RRT* Path (with Uniform Sampling):

2.PNG

RRT* Path (with Learned Sampling):

1.PNG

Load Pretrained Network

Load the pretrained network from the mat file CVAESamplerTrainedModel.mat. The network was trained using the dataset MazeMapDataset.mat. The Train Deep Learning-Based Sampler for Motion Planning example explains the network training.

load("CVAESamplerTrainedModel","decoderNet")

Load Dataset

Load the dataset from the mat file MazeMapDataset.mat. The dataset contains 2000 maze maps and their corresponding start states, goal states, and path states.

load("MazeMapDataset","dataset","mapParams")

Dataset Generation

The dataset was generated using the examplerHelperGenerateData function. The function uses the mapMaze function for the generation of maps and randomly samples start and goal states from a set of start and goal states. For more details, see the Dataset Generation section in the Train Deep Learning-Based Sampler for Motion Planning example.

Prediction Data

Select the part of the dataset that has been allocated for testing that corresponds to the last (1-split) fraction. As a result, the size of the test dataset is 200 out of 2000.

split = 0.9;
testInd = floor(split*length(dataset))+1:length(dataset);
dataset = dataset(testInd);

Visualize Maps

Visualize four random maps and their start and goal states from the test dataset.

figure(Name="Maps");
for i=1:4
    subplot(2,2,i)
    ind = randi(length(dataset));
    [map,start,goal] = exampleHelperGetData(dataset,ind);
    exampleHelperPlotData(map,start,goal);
end

Figure Maps contains 4 axes objects. Axes object 1 with xlabel X [meters], ylabel Y [meters] contains 3 objects of type image, scatter. These objects represent Start, Goal. Axes object 2 with xlabel X [meters], ylabel Y [meters] contains 3 objects of type image, scatter. These objects represent Start, Goal. Axes object 3 with xlabel X [meters], ylabel Y [meters] contains 3 objects of type image, scatter. These objects represent Start, Goal. Axes object 4 with xlabel X [meters], ylabel Y [meters] contains 3 objects of type image, scatter.
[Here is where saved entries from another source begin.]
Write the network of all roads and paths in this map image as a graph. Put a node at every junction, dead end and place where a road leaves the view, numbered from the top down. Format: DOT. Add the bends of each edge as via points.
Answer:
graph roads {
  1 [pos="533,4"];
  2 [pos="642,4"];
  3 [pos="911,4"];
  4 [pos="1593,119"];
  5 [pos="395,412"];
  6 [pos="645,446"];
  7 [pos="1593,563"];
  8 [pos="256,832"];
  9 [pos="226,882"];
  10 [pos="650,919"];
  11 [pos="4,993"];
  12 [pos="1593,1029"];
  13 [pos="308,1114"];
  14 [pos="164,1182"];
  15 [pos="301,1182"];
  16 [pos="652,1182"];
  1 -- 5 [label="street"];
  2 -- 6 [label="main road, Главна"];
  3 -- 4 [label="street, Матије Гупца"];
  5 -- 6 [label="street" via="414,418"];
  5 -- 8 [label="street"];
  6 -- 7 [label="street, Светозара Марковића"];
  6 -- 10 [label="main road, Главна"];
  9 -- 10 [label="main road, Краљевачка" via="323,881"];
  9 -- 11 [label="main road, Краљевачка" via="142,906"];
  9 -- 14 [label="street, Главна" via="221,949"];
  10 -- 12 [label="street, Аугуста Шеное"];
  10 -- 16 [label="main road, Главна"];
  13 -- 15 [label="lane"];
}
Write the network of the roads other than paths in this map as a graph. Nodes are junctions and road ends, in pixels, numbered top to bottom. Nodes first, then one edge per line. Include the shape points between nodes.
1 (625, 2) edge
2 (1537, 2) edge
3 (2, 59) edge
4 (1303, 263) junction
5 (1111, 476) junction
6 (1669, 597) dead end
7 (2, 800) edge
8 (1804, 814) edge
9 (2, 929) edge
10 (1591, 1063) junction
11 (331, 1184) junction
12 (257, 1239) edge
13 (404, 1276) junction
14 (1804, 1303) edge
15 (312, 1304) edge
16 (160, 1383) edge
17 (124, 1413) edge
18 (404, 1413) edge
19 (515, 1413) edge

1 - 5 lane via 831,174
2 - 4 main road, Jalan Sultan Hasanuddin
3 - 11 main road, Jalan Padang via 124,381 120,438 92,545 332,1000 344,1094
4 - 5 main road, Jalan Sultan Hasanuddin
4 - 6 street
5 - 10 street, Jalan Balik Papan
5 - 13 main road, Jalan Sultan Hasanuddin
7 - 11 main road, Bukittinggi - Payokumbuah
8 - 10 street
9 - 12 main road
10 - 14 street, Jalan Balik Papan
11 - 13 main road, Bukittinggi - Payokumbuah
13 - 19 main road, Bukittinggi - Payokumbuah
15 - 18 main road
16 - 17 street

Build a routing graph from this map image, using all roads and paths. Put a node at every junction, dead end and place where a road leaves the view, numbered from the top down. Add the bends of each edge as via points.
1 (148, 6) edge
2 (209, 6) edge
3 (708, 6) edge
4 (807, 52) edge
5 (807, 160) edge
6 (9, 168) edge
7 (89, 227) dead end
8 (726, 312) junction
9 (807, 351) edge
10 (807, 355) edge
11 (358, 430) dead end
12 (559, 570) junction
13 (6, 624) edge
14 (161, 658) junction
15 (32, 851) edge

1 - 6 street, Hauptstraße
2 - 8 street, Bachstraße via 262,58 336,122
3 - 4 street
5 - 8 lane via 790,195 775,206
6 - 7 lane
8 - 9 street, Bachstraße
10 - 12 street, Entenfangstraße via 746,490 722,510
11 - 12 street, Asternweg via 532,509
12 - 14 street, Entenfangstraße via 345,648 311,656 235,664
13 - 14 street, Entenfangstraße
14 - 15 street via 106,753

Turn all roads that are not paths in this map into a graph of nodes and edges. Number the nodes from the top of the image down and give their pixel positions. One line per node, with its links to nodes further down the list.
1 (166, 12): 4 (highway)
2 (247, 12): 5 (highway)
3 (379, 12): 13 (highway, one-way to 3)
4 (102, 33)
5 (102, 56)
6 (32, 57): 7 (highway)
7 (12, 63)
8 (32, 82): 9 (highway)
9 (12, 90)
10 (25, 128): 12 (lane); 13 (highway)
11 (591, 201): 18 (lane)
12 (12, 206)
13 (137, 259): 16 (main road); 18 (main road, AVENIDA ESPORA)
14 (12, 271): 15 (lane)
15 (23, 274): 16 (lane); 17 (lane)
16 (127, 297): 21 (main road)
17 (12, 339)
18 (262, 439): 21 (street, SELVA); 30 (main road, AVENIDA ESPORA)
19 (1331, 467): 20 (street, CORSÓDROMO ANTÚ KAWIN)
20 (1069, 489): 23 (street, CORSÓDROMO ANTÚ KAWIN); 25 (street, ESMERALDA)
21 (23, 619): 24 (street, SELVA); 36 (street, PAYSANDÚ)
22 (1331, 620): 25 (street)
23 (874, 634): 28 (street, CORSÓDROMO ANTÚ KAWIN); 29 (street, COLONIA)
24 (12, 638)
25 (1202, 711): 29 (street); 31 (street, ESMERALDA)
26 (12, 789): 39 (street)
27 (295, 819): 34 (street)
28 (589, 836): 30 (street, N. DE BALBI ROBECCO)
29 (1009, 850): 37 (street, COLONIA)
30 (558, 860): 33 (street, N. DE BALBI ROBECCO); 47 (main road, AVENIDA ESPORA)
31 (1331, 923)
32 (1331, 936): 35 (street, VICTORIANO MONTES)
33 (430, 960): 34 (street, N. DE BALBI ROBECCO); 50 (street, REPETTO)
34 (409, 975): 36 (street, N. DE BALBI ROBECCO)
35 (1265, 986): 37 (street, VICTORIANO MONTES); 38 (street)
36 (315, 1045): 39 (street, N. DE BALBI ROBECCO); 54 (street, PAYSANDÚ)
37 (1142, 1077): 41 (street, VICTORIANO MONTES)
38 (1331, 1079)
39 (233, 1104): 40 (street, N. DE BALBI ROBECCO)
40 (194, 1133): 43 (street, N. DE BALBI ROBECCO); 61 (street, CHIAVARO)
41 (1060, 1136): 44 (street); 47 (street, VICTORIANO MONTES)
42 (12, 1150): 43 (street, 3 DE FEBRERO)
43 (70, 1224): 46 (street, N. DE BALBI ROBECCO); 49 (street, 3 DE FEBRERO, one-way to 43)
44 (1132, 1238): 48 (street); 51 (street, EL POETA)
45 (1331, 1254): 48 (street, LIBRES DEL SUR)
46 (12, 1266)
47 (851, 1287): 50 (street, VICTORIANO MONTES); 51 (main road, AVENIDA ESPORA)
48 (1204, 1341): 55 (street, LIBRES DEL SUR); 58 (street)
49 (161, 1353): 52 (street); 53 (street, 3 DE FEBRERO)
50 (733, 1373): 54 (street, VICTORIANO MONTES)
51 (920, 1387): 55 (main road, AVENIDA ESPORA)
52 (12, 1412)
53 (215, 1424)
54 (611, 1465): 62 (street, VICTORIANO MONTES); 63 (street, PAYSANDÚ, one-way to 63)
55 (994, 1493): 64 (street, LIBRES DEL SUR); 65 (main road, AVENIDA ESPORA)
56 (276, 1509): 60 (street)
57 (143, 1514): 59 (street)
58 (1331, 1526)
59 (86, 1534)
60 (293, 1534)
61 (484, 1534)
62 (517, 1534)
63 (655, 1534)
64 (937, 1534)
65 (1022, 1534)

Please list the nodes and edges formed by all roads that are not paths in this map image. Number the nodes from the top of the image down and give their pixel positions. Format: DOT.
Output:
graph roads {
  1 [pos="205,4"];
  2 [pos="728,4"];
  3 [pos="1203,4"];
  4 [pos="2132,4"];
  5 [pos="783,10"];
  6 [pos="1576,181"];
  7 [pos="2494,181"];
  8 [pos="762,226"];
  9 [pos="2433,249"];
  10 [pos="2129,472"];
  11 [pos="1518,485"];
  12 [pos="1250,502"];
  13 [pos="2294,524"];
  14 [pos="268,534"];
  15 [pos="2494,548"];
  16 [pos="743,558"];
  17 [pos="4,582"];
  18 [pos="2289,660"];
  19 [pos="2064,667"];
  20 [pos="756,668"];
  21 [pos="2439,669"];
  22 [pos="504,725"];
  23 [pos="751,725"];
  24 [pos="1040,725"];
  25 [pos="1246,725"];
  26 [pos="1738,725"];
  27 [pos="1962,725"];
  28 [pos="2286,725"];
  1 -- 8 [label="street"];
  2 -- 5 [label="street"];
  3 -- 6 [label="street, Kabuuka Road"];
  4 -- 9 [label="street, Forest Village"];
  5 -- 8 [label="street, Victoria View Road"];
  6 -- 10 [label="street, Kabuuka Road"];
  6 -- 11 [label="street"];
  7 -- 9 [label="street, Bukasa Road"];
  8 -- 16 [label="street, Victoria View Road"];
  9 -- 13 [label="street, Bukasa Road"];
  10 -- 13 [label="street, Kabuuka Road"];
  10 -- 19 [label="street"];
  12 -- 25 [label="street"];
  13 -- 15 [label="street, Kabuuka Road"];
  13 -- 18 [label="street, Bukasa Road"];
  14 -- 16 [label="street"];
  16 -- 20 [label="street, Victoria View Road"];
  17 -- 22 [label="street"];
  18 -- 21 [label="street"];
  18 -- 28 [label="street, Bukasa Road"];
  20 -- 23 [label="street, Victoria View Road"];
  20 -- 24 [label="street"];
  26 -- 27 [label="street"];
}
These objects represent Start, Goal.

Create Custom State Space with Deep-Learning-Based Sampler

The ExampleHelperCustomStateSpaceSE2 class defines the custom SE(2) state space for the learned sampling. The class inherits stateSpaceSE2 and overloads the sampleUniform function to generate a combination of learned and uniform samples based on the value of the Lambda property. CVAE Decoder network generates learned samples in the sampleUniform function, while the sampleUniform function of stateSpaceSE2 generates uniform samples.

This class constructor takes the inputs start, goal, map, maxSamples, and network. Using these constructor inputs pregenerate maxSamples, the number of learned samples at constructor call, to reduce the number of CVAE Decoder network calls and speed-up plan function of plannerRRTStar object. Because the plan function generates one-one sample for each iteration of it for custom state space. As a result, to avoid the CVAE Decoder network in the plan function, set maxSamples to the MaxIterations property of plannerRRTStar object. Plan an optimal path with few samples using the custom state space and validatorOccupancyMap object.

image (4).png

Obtain the start, goal, and map data from the dataset already loaded in the Load Dataset section.

The network contains the CVAE Decoder network already loaded in the Load Pretrained Network section. Generate samples corresponding to maxSamples using this network. For more details about the CVAE network, see Define Network Architecture section of Train Deep Learning-Based Sampler for Motion Planning example. The decoder takes the inputs start, goal, map and latent state z sampled from the normal distribution N(0,I).

The network also takes the autoencoder network that encodes the maze type of maps into a compact representation, to speed up the training in the Train Deep Learning-Based Sampler for Motion Planning example.

Load the pretrained autoencoder model from the mat file MapsAutoencoder.mat.

% Load autoencoder network that encodes maze maps
load("MazeMapAutoencoder.mat","mapsAE")

% Prepare network 
network = struct("DecoderNet",decoderNet,"MapsAutoEncoder",mapsAE);

Run RRT* with Custom State Space

Run the plannerRRTStar with ExampleHelperCustomStateSpaceSE2 for the test dataset loaded in the Load Dataset section. We can vary the testInd value to switch different maps in the test data. You can vary the lambda value in range [0, 1] to observe the effect of learned sampling proportion on the final results.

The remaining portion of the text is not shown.